Standard health checks tell you if an app is running but not if it’s actually working. Complete Health Checks go deeper, verifying dependencies like databases and caches to catch issues early and keep deployments smooth.
In this article, we’ll cover why they matter, how to set them up, and the key differences between liveness and readiness checks—so your services stay reliable and efficient in production.
What are health checks and why are they so useful
Having an application that performs some kind of processing is only the first part of the journey. Once in production, it’s quite impossible to fly blind and just hope that everything works. To address this need, we can introduce a utility feature that exposes the status of our application using a health check.
At first, we can setup a health check like the one we often see in most APIs: /health
.
The /health
route is expected to answer a 2XX status code and translates into the API saying:
I’m alive and able to receive HTTP requests!
Using a mock API, we can try this route using curl
:
$ curl http://localhost/health
{"message": "alive!"}
We usually set those in many shape or forms but we’ll stick to Python to match our example:
|
|
However, being able to to receive HTTP requests is one thing, processing them successfully is another, more advanced topic.
I already wrote about this in my article on Black-box monitoring (see Black-box monitoring at Diffusely using k6), there are plenty of ways to prevent our API clients from being the first entities that will discover that something is wrong in our applications.
Ever discovered upon testing a new deployment that the DATABASE_URL
wasn’t properly set ?
Complete Health Checks might be just the right thing!
Introducing: “Complete” health checks
The goal of the Complete Health Check pattern is to expose the status of 3rd party dependencies 1. This would mean that observers and coordinators like monitoring or orchestration services. They aim to be an additional source of information that target deployments of new versions of an app.
Not to be a replacement of standard availability health checks as they answer different question. Distributed systems where east-west traffic happen a lot are most suited for this as failure to answer perfectly, at scale, could impact the overall performances of the system.
Expected benefits
Complete Health Checks go beyond the simple HTTP 200 response by actively verifying the availability and functionality of key system dependencies.
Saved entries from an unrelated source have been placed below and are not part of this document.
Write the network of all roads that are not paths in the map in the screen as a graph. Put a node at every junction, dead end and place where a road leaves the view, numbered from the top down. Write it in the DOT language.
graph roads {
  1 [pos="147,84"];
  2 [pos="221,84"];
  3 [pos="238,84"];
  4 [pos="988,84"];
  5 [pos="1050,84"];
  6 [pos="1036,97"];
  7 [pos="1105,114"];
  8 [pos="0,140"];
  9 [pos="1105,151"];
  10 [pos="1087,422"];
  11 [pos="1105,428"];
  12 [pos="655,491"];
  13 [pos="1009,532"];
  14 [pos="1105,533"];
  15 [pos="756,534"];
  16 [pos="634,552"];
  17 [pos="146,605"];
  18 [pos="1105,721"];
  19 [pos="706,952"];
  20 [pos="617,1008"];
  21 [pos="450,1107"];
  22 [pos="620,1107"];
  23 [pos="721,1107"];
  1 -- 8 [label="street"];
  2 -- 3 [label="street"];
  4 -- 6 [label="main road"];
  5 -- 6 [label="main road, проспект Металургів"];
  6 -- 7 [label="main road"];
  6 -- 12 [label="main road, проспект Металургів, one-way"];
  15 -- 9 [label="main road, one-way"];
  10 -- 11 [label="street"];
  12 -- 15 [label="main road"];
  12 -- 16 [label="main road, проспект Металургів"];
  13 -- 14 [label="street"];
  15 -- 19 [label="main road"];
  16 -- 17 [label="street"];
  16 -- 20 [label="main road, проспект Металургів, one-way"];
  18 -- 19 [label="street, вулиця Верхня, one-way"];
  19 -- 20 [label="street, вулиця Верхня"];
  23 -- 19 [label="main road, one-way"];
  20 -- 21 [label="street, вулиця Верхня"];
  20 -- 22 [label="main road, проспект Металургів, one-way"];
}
This deeper validation provides several advantages, especially in environments where reliability and efficiency are critical.
In a microservice based architecture, they help preventing cascading outages and keep the retry capabilities for more complex situations.
Integrate the Fail-Fast Concept in Deployments
By proactively detecting failures before they impact users, Complete Health Checks help implement the fail-fast principle in new deployments. If a crucial dependency is unreachable, the deployment can be cancelled and rolled back immediately, reducing the risk of degraded service.
- Database Connectivity Issues: If an application can not connect to its database, it must fail as early as possible instead of attempting to serve requests that will fail anyway.
- External Service Availability: Some applications rely on third-party APIs or internal services. A proper health check should validate access to these endpoints to ensure smooth operation.
Guarantee Processing Efficiency During Deployments
A system that is aware of its own health can make smarter decisions about request handling. Instead of blindly accepting traffic, it can gracefully reject requests 2 if a key component is unavailable.
- Serve Only Valid Requests: If the application detects missing dependencies, it can return an appropriate error status instead of inefficiently processing doomed requests.
- Optimize Resource Utilization: Prevent wasted resources in production by ensuring that only healthy instances handle user traffic. This goes a long way towards green IT and cost reduction for processing heavy requests.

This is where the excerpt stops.